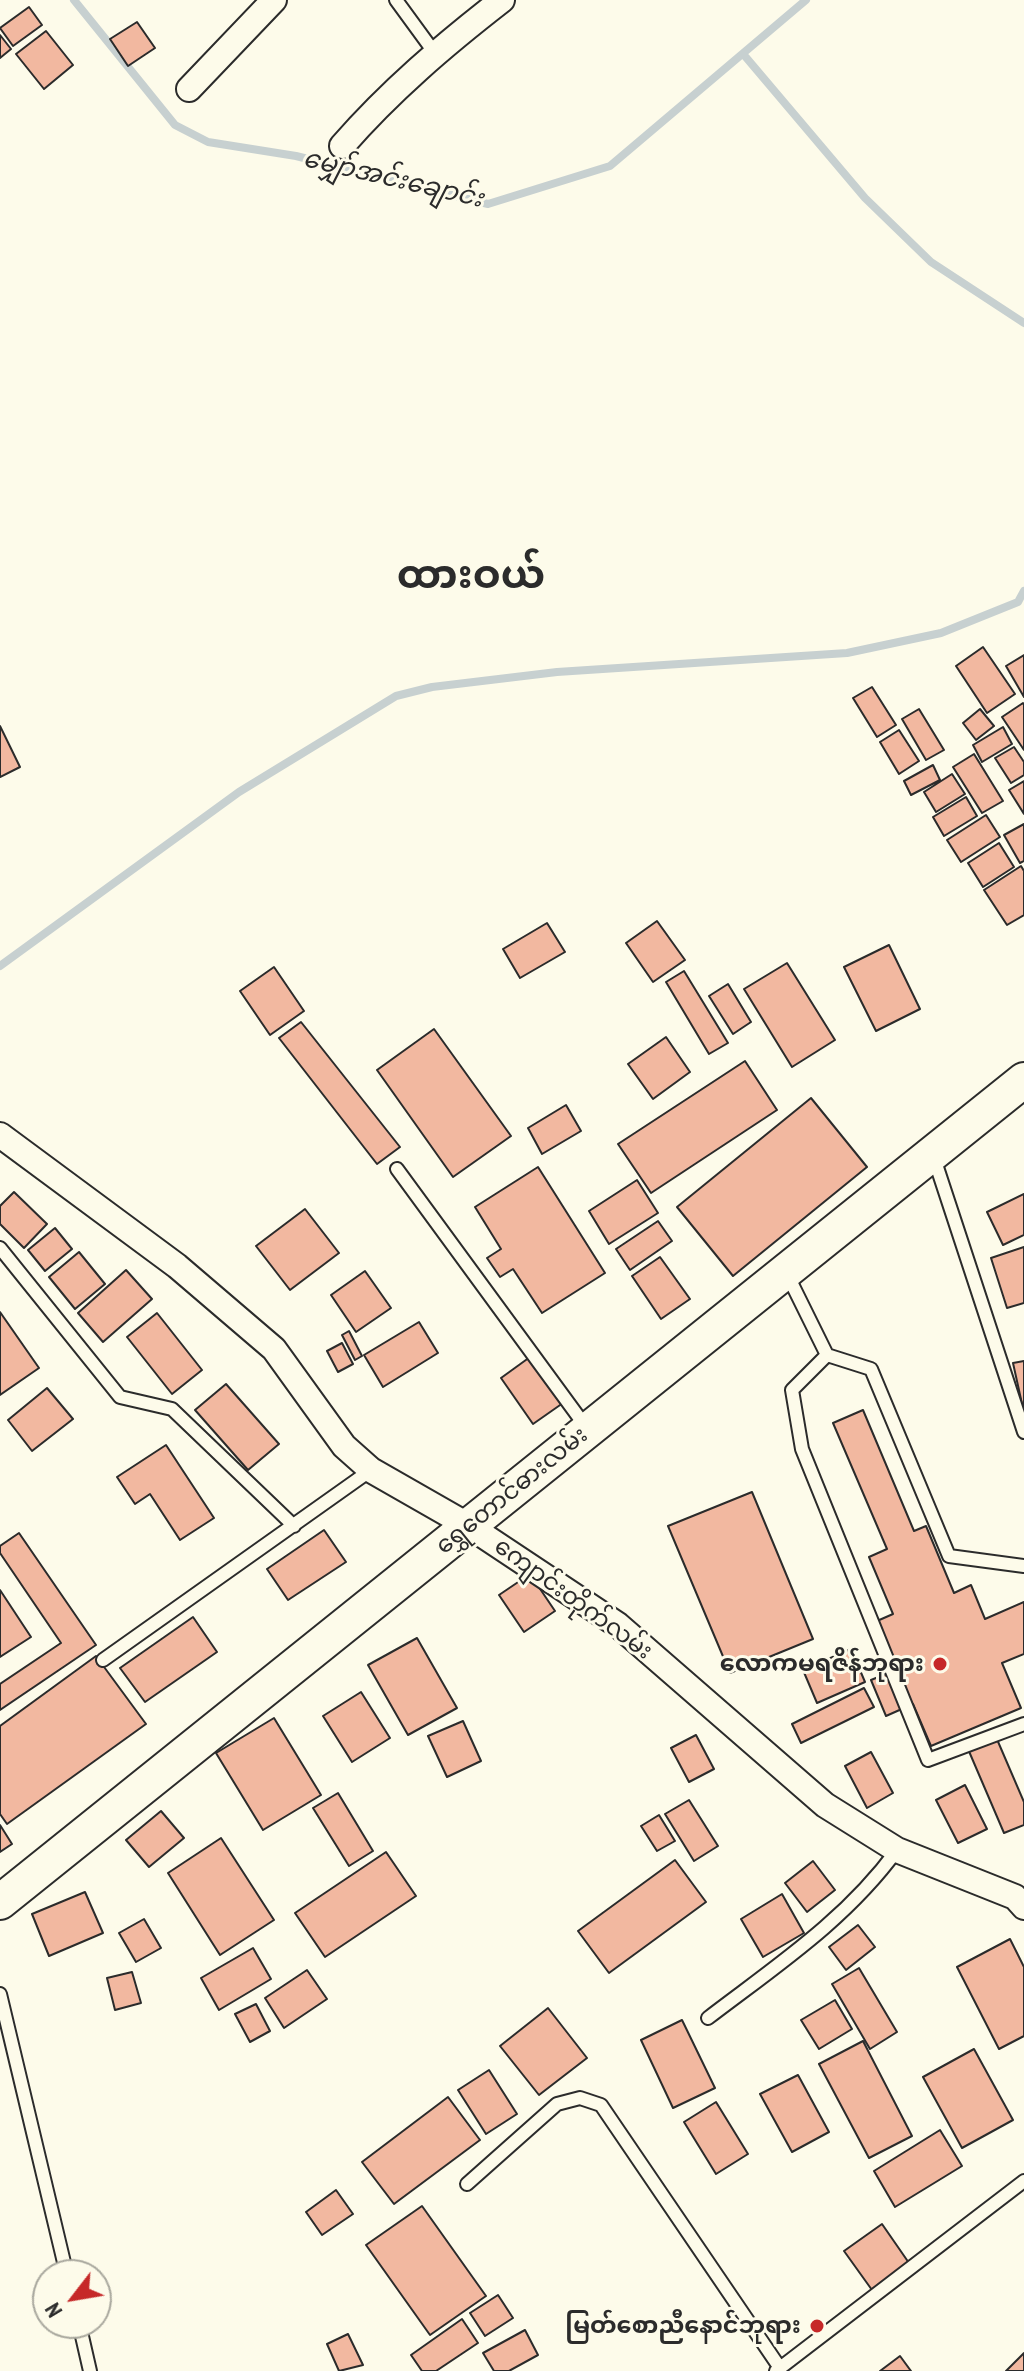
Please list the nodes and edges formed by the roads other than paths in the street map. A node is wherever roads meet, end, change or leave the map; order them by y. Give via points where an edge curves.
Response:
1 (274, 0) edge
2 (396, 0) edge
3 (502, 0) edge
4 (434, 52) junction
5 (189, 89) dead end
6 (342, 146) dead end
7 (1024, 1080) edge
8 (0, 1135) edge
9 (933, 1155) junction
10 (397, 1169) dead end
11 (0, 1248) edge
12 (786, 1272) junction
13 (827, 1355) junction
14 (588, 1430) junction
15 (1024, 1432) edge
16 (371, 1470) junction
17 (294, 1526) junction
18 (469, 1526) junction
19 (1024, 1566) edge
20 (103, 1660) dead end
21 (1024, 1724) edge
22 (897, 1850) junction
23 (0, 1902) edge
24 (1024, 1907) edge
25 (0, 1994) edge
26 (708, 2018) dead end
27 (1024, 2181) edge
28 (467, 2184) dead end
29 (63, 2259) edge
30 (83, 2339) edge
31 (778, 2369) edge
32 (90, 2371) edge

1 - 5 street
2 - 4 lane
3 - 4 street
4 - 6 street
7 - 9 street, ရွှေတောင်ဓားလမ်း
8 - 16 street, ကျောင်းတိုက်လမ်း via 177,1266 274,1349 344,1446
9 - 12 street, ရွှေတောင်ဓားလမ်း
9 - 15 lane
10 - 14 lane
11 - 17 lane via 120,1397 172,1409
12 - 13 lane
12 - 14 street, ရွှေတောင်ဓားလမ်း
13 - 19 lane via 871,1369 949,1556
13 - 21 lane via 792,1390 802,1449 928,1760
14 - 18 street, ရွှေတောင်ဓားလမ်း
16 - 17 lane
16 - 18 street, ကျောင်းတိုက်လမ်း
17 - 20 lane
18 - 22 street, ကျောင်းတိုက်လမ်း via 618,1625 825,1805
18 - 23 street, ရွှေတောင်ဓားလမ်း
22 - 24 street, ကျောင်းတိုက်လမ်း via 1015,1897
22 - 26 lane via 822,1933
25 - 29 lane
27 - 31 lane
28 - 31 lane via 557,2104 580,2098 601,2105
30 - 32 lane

+++++

▶ **EXERCISE INSTRUCTIONS**: A word-for-word transcription of the listing is needed, minus its images.

▶ **SOLUTION**:
Please list the nodes and edges formed by the roads other than paths in the street map. A node is wherever roads meet, end, change or leave the map; order them by y. Give via points where an edge curves.
Response:
1 (274, 0) edge
2 (396, 0) edge
3 (502, 0) edge
4 (434, 52) junction
5 (189, 89) dead end
6 (342, 146) dead end
7 (1024, 1080) edge
8 (0, 1135) edge
9 (933, 1155) junction
10 (397, 1169) dead end
11 (0, 1248) edge
12 (786, 1272) junction
13 (827, 1355) junction
14 (588, 1430) junction
15 (1024, 1432) edge
16 (371, 1470) junction
17 (294, 1526) junction
18 (469, 1526) junction
19 (1024, 1566) edge
20 (103, 1660) dead end
21 (1024, 1724) edge
22 (897, 1850) junction
23 (0, 1902) edge
24 (1024, 1907) edge
25 (0, 1994) edge
26 (708, 2018) dead end
27 (1024, 2181) edge
28 (467, 2184) dead end
29 (63, 2259) edge
30 (83, 2339) edge
31 (778, 2369) edge
32 (90, 2371) edge

1 - 5 street
2 - 4 lane
3 - 4 street
4 - 6 street
7 - 9 street, ရွှေတောင်ဓားလမ်း
8 - 16 street, ကျောင်းတိုက်လမ်း via 177,1266 274,1349 344,1446
9 - 12 street, ရွှေတောင်ဓားလမ်း
9 - 15 lane
10 - 14 lane
11 - 17 lane via 120,1397 172,1409
12 - 13 lane
12 - 14 street, ရွှေတောင်ဓားလမ်း
13 - 19 lane via 871,1369 949,1556
13 - 21 lane via 792,1390 802,1449 928,1760
14 - 18 street, ရွှေတောင်ဓားလမ်း
16 - 17 lane
16 - 18 street, ကျောင်းတိုက်လမ်း
17 - 20 lane
18 - 22 street, ကျောင်းတိုက်လမ်း via 618,1625 825,1805
18 - 23 street, ရွှေတောင်ဓားလမ်း
22 - 24 street, ကျောင်းတိုက်လမ်း via 1015,1897
22 - 26 lane via 822,1933
25 - 29 lane
27 - 31 lane
28 - 31 lane via 557,2104 580,2098 601,2105
30 - 32 lane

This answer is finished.